I’ve pointed out previously (More on Assumptions) that science is actually based on more assumptions then most religions. Personally, I do not use the word belief in this context. This is not just some politically correct name change, but because the two concepts are different. If someone says they believe there is a tiger in the room, you would expect them to exhibit certain behaviour patterns, for instance fear and anxiety, and they would attempt to get out of the way. If they don’t do this you may wonder what the nature of their belief is. On the other hand, an assumption is a view that is taken to be true without verification. Science makes many assumptions, some of what I’ve written about previously.

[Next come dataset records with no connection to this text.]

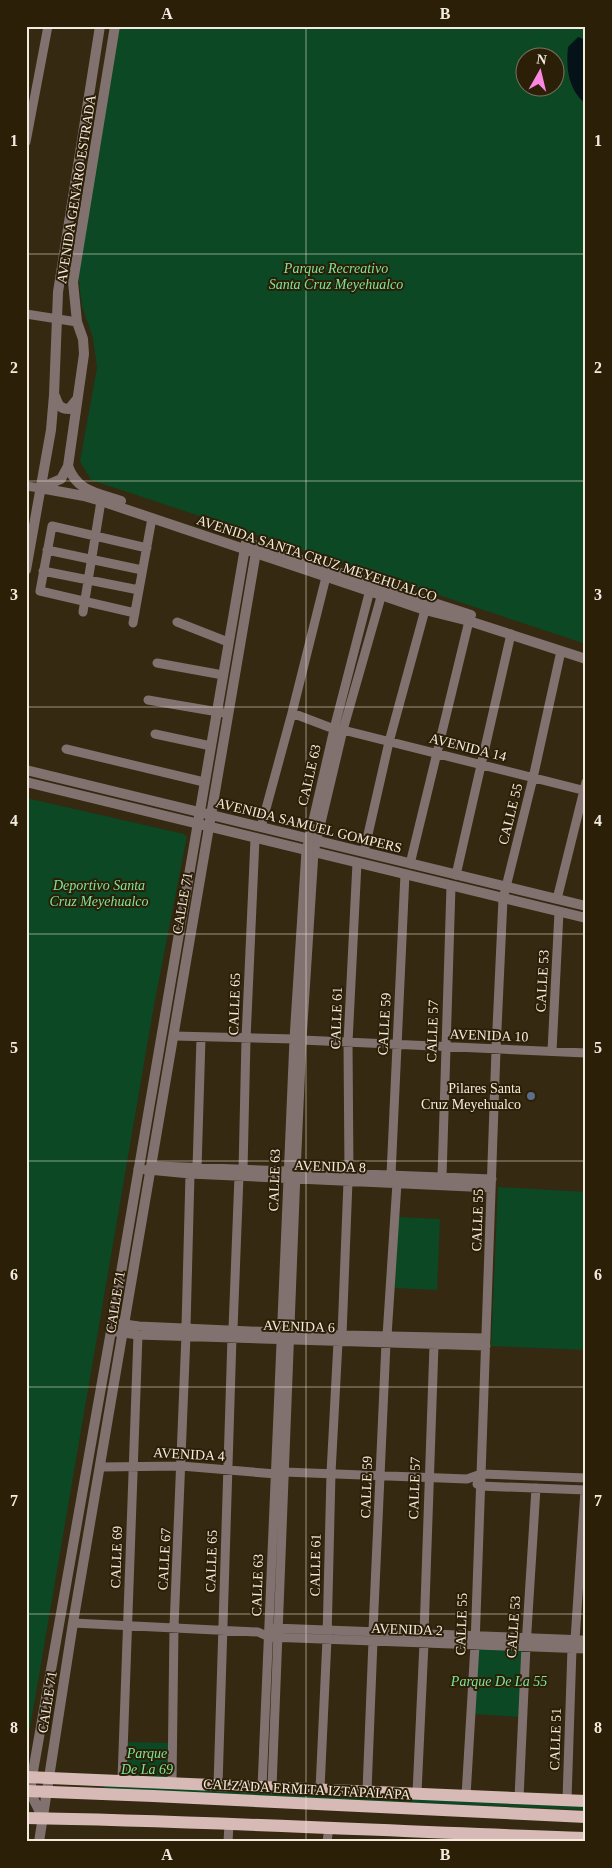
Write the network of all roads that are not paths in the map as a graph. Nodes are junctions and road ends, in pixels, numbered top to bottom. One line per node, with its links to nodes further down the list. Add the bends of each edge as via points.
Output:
1 (48, 26): 4 (street)
2 (100, 26): 6 (street, AVENIDA GENARO ESTRADA, via 58,292)
3 (115, 26): 7 (street, AVENIDA GENARO ESTRADA, via 73,282)
4 (26, 142)
5 (26, 314): 6 (street)
6 (58, 319): 7 (street); 8 (street, AVENIDA GENARO ESTRADA)
7 (77, 322): 9 (street, AVENIDA GENARO ESTRADA, via 84,354)
8 (54, 395): 9 (street, via 58,405 65,409 69,409); 12 (street, AVENIDA GENARO ESTRADA)
9 (79, 396): 10 (street, AVENIDA GENARO ESTRADA)
10 (68, 466): 12 (street, via 61,478); 16 (street, AVENIDA SANTA CRUZ MEYEHUALCO, via 75,481 84,488)
11 (26, 486): 12 (street)
12 (40, 488): 13 (street, AVENIDA SANTA CRUZ MEYEHUALCO); 21 (street, AVENIDA GENARO ESTRADA)
13 (101, 501): 14 (street, AVENIDA SANTA CRUZ MEYEHUALCO); 15 (street)
14 (152, 518): 16 (street, AVENIDA SANTA CRUZ MEYEHUALCO); 17 (street)
15 (95, 536): 17 (street); 18 (street, via 52,526); 20 (street)
16 (245, 546): 19 (street, AVENIDA SANTA CRUZ MEYEHUALCO); 30 (street, CALLE 71)
17 (147, 548): 22 (street)
18 (47, 550): 20 (street); 23 (street)
19 (257, 550): 24 (street, AVENIDA SANTA CRUZ MEYEHUALCO); 26 (street, AVENIDA SANTA CRUZ MEYEHUALCO); 34 (street, CALLE 71)
20 (91, 559): 22 (street); 25 (street)
21 (26, 570)
22 (142, 570): 27 (street)
23 (44, 571): 25 (street); 29 (street, via 40,592)
24 (326, 577): 26 (street, AVENIDA SANTA CRUZ MEYEHUALCO); 47 (street)
25 (88, 580): 27 (street); 29 (street)
26 (371, 587): 28 (street, AVENIDA SANTA CRUZ MEYEHUALCO); 49 (street, CALLE 63)
27 (139, 590): 33 (street)
28 (382, 591): 31 (street, AVENIDA SANTA CRUZ MEYEHUALCO); 41 (street, AVENIDA SANTA CRUZ MEYEHUALCO); 49 (street, CALLE 63)
29 (85, 601): 32 (street); 33 (street)
30 (233, 610): 34 (street); 39 (street, CALLE 71)
31 (425, 610): 35 (street, AVENIDA SANTA CRUZ MEYEHUALCO); 51 (street)
32 (83, 612)
33 (135, 613): 37 (street)
34 (246, 615): 48 (street, CALLE 71)
35 (469, 621): 38 (street, AVENIDA SANTA CRUZ MEYEHUALCO); 54 (street)
36 (177, 622): 39 (street)
37 (133, 624)
38 (511, 634): 40 (street, AVENIDA SANTA CRUZ MEYEHUALCO); 55 (street)
39 (228, 642): 44 (street, CALLE 71)
40 (561, 651): 42 (street, AVENIDA SANTA CRUZ MEYEHUALCO); 57 (street, CALLE 55)
41 (586, 652)
42 (586, 659)
43 (157, 663): 44 (street)
44 (223, 675): 46 (street, CALLE 71)
45 (148, 700): 46 (street)
46 (217, 712): 48 (street); 52 (street, CALLE 71)
47 (292, 713): 49 (street, AVENIDA 14); 64 (street)
48 (229, 714): 62 (street, CALLE 71)
49 (338, 730): 51 (street, AVENIDA 14); 67 (street, CALLE 63)
50 (155, 734): 52 (street)
51 (389, 742): 54 (street, AVENIDA 14); 69 (street)
52 (211, 746): 59 (street, CALLE 71)
53 (66, 749): 59 (street)
54 (436, 754): 55 (street, AVENIDA 14); 71 (street)
55 (482, 765): 57 (street, AVENIDA 14); 73 (street)
56 (26, 770): 61 (street, AVENIDA SAMUEL GOMPERS)
57 (533, 778): 60 (street, AVENIDA 14); 75 (street, CALLE 55)
58 (26, 782): 63 (street, AVENIDA SAMUEL GOMPERS)
59 (204, 782): 61 (street, CALLE 71)
60 (585, 788): 77 (street)
61 (199, 812): 62 (street, AVENIDA SAMUEL GOMPERS); 63 (street, CALLE 71)
62 (211, 815): 64 (street, AVENIDA SAMUEL GOMPERS); 65 (street, CALLE 71)
63 (197, 825): 65 (street, AVENIDA SAMUEL GOMPERS); 91 (street, CALLE 71)
64 (261, 827): 67 (street, AVENIDA SAMUEL GOMPERS)
65 (209, 828): 66 (street, AVENIDA SAMUEL GOMPERS); 81 (street, CALLE 71)
66 (255, 839): 68 (street, AVENIDA SAMUEL GOMPERS); 83 (street, CALLE 65)
67 (313, 840): 68 (street, CALLE 63); 69 (street, AVENIDA SAMUEL GOMPERS)
68 (310, 852): 70 (street, AVENIDA SAMUEL GOMPERS); 84 (street, CALLE 63)
69 (364, 852): 71 (street, AVENIDA SAMUEL GOMPERS)
70 (357, 863): 72 (street, AVENIDA SAMUEL GOMPERS); 85 (street, CALLE 61)
71 (410, 864): 73 (street, AVENIDA SAMUEL GOMPERS)
72 (405, 874): 74 (street, AVENIDA SAMUEL GOMPERS); 86 (street, CALLE 59)
73 (456, 875): 75 (street, AVENIDA SAMUEL GOMPERS)
74 (451, 886): 76 (street, AVENIDA SAMUEL GOMPERS); 87 (street, CALLE 57)
75 (506, 886): 76 (street, CALLE 55); 77 (street, AVENIDA SAMUEL GOMPERS)
76 (504, 899): 79 (street, AVENIDA SAMUEL GOMPERS); 88 (street, CALLE 55)
77 (557, 899): 78 (street, AVENIDA SAMUEL GOMPERS)
78 (586, 906)
79 (560, 912): 80 (street, AVENIDA SAMUEL GOMPERS); 89 (street, CALLE 53)
80 (586, 918)
81 (174, 1036): 82 (street, AVENIDA 10); 92 (street, CALLE 71)
82 (201, 1038): 83 (street, AVENIDA 10); 93 (street, CALLE 67)
83 (246, 1039): 84 (street, AVENIDA 10); 94 (street, CALLE 65)
84 (298, 1040): 85 (street, AVENIDA 10); 95 (street, CALLE 63)
85 (348, 1042): 86 (street, AVENIDA 10); 97 (street, CALLE 61)
86 (396, 1045): 87 (street, AVENIDA 10); 96 (street, CALLE 59)
87 (445, 1047): 88 (street, AVENIDA 10); 98 (street, CALLE 57)
88 (496, 1050): 89 (street, AVENIDA 10); 100 (street, CALLE 55)
89 (552, 1052): 90 (street, AVENIDA 10)
90 (586, 1053)
91 (138, 1166): 92 (street, AVENIDA 8); 101 (street, CALLE 71)
92 (151, 1168): 93 (street, AVENIDA 8); 102 (street, CALLE 71)
93 (193, 1171): 94 (street, AVENIDA 8); 103 (street, CALLE 67)
94 (241, 1173): 95 (street, AVENIDA 8); 104 (street, CALLE 65)
95 (292, 1175): 97 (street, AVENIDA 8); 106 (street, CALLE 63)
96 (391, 1175): 97 (street, AVENIDA 8); 98 (street, AVENIDA 8)
97 (348, 1177): 99 (street, AVENIDA 8); 107 (street, CALLE 61)
98 (442, 1177): 100 (street, AVENIDA 8)
99 (397, 1183): 100 (street, AVENIDA 8); 108 (street, CALLE 59)
100 (492, 1184): 109 (street, CALLE 55)
101 (111, 1326): 102 (street, AVENIDA 6); 142 (street, CALLE 71)
102 (124, 1328): 103 (street, AVENIDA 6); 105 (street, AVENIDA 6); 113 (street, CALLE 71)
103 (186, 1331): 104 (street, AVENIDA 6); 105 (street, AVENIDA 6); 112 (street, CALLE 67)
104 (233, 1333): 106 (street, AVENIDA 6); 114 (street, CALLE 65)
105 (138, 1335): 111 (street, CALLE 69)
106 (286, 1336): 107 (street, AVENIDA 6); 115 (street, CALLE 63)
107 (340, 1338): 108 (street, AVENIDA 6); 116 (street, CALLE 61)
108 (386, 1340): 109 (street, AVENIDA 6); 110 (street, AVENIDA 6); 118 (street, CALLE 59)
109 (486, 1342): 110 (street, AVENIDA 6); 117 (street, CALLE 55)
110 (434, 1345): 119 (street, CALLE 57)
111 (134, 1466): 112 (street, AVENIDA 4); 113 (street, AVENIDA 4); 126 (street, CALLE 69)
112 (182, 1466): 114 (street, AVENIDA 4); 127 (street, CALLE 67)
113 (101, 1467): 125 (street, CALLE 71)
114 (228, 1470): 115 (street, AVENIDA 4); 128 (street, CALLE 65)
115 (280, 1473): 116 (street, AVENIDA 4); 131 (street, CALLE 63)
116 (331, 1473): 118 (street, AVENIDA 4); 129 (street, CALLE 61)
117 (481, 1474): 120 (street, AVENIDA 4); 121 (street, AVENIDA 4); 122 (street, CALLE 55)
118 (381, 1475): 119 (street, AVENIDA 4); 130 (street, CALLE 59)
119 (428, 1477): 121 (street, AVENIDA 4); 132 (street, CALLE 57)
120 (586, 1478)
121 (467, 1479): 122 (street, AVENIDA 4)
122 (480, 1486): 123 (street, AVENIDA 4); 133 (street, CALLE 55)
123 (536, 1488): 124 (street, AVENIDA 4); 137 (street, CALLE 53)
124 (585, 1490): 139 (street, CALLE 51)
125 (73, 1623): 126 (street, AVENIDA 2); 143 (street, CALLE 71)
126 (127, 1626): 127 (street, AVENIDA 2); 144 (street, CALLE 69)
127 (174, 1627): 128 (street, AVENIDA 2); 145 (street, CALLE 67)
128 (222, 1630): 131 (street, AVENIDA 2); 146 (street, CALLE 65)
129 (328, 1630): 130 (street, AVENIDA 2); 131 (street, AVENIDA 2); 134 (street, CALLE 61)
130 (374, 1631): 132 (street, AVENIDA 2)
131 (274, 1633): 134 (street, AVENIDA 2); 147 (street, CALLE 63)
132 (424, 1633): 133 (street, AVENIDA 2)
133 (474, 1635): 137 (street, AVENIDA 2); 140 (street, CALLE 55)
134 (327, 1639): 136 (street, AVENIDA 2); 148 (street, CALLE 61)
135 (586, 1640): 139 (street, AVENIDA 2)
136 (373, 1641): 138 (street, AVENIDA 2); 150 (street)
137 (526, 1642): 139 (street, AVENIDA 2); 140 (street, AVENIDA 2); 154 (street, CALLE 53)
138 (424, 1643): 140 (street, AVENIDA 2); 152 (street)
139 (573, 1644): 141 (street, AVENIDA 2); 155 (street, CALLE 51)
140 (474, 1645): 153 (street, CALLE 55)
141 (586, 1649)
142 (29, 1777): 143 (main road, CALZADA ERMITA IZTAPALAPA); 149 (street, CALLE 71)
143 (48, 1778): 144 (main road, CALZADA ERMITA IZTAPALAPA); 151 (street, CALLE 71)
144 (122, 1780): 145 (main road, CALZADA ERMITA IZTAPALAPA)
145 (172, 1783): 146 (main road, CALZADA ERMITA IZTAPALAPA)
146 (218, 1785): 147 (main road, CALZADA ERMITA IZTAPALAPA)
147 (267, 1787): 148 (main road, CALZADA ERMITA IZTAPALAPA)
148 (320, 1789): 150 (main road, CALZADA ERMITA IZTAPALAPA)
149 (28, 1791): 151 (main road, CALZADA ERMITA IZTAPALAPA); 159 (street)
150 (368, 1791): 152 (main road, CALZADA ERMITA IZTAPALAPA)
151 (47, 1792): 157 (main road, CALZADA ERMITA IZTAPALAPA); 159 (street, CALLE 71)
152 (417, 1793): 153 (main road, CALZADA ERMITA IZTAPALAPA)
153 (466, 1796): 154 (main road, CALZADA ERMITA IZTAPALAPA)
154 (519, 1798): 155 (main road, CALZADA ERMITA IZTAPALAPA)
155 (567, 1800): 156 (main road, CALZADA ERMITA IZTAPALAPA)
156 (586, 1800)
157 (586, 1817)
158 (26, 1818): 159 (main road)
159 (43, 1818): 160 (main road); 164 (street, CALLE 71)
160 (229, 1824): 161 (main road); 165 (street)
161 (329, 1827): 162 (main road); 166 (street)
162 (488, 1838): 163 (main road)
163 (586, 1838)
164 (39, 1842)
165 (228, 1842)
166 (327, 1842)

It is, however, important to test your assumptions. And here lies the difficulty. If you make the assumption that the scientific method is infallible, and is the only method of verifying whether something is true, then how can you test this? You can’t use the scientific method to test the scientific method. If, on the other hand, you believe that God exists and interacts with the world then how can you test this? Well, you can but you have to ask yourself what constitutes proof. I remember reading about a professor in the UK who was brought up in a strict Jewish household who told a story that in his teens he started to question the religion and decided to put it to the test. On Yon Kippur, the Jewish Day of Atonement, pious Jews fast and spend the best part of the day in synagogue. As people arrived at the synagogue he sat on the steps eating a ham sandwich. Ham, of course, is forbidden to Jews and eating it on Yon Kippur constituted a double affront. He waited, he said, for the blast. A bolt of lightning or a voice telling him that what he was doing was wrong. Nothing happened and he said he became a non-believer from then on.

Now, you could say he was putting the assumption to the test but it is important, and one of the ironies about any tests (including scientific tests), that you have to know something about what you are testing in order to test it. This professor’s understanding of God and how he worked in the world was faulty. If he went to a doctor and the doctor advised him to stop eating butter due to high cholesterol, would he test the doctor by eating a slice of buttered bread on the steps of the hospital and waiting for the heart attack?

You can test assumptions, even such assumptions as a belief in God, by adopting a certain attitude and mindset and observing the world around you in an objective, and observant, way. In fact punctuated all through religious literature is the idea of testing faith. A test has an outcome – it either passes or fails. You test your faith in the same way as you test anything else. You take actions and monitor the result.

Richard Dawkins in his book “The God Delusion” ridicules the passage in the Bible (a similar account is in the Koran) where Abraham is about to sacrifice his oldest child. I won’t go into the details here – that is for another blog entry – but it is a test in essence no different from a scientific test. As I said, it is in the nature of any test that you have to have an understanding of what you are testing before you can test it. Richard Dawkins has no understanding of how God works in the world and so is unqualified to test it.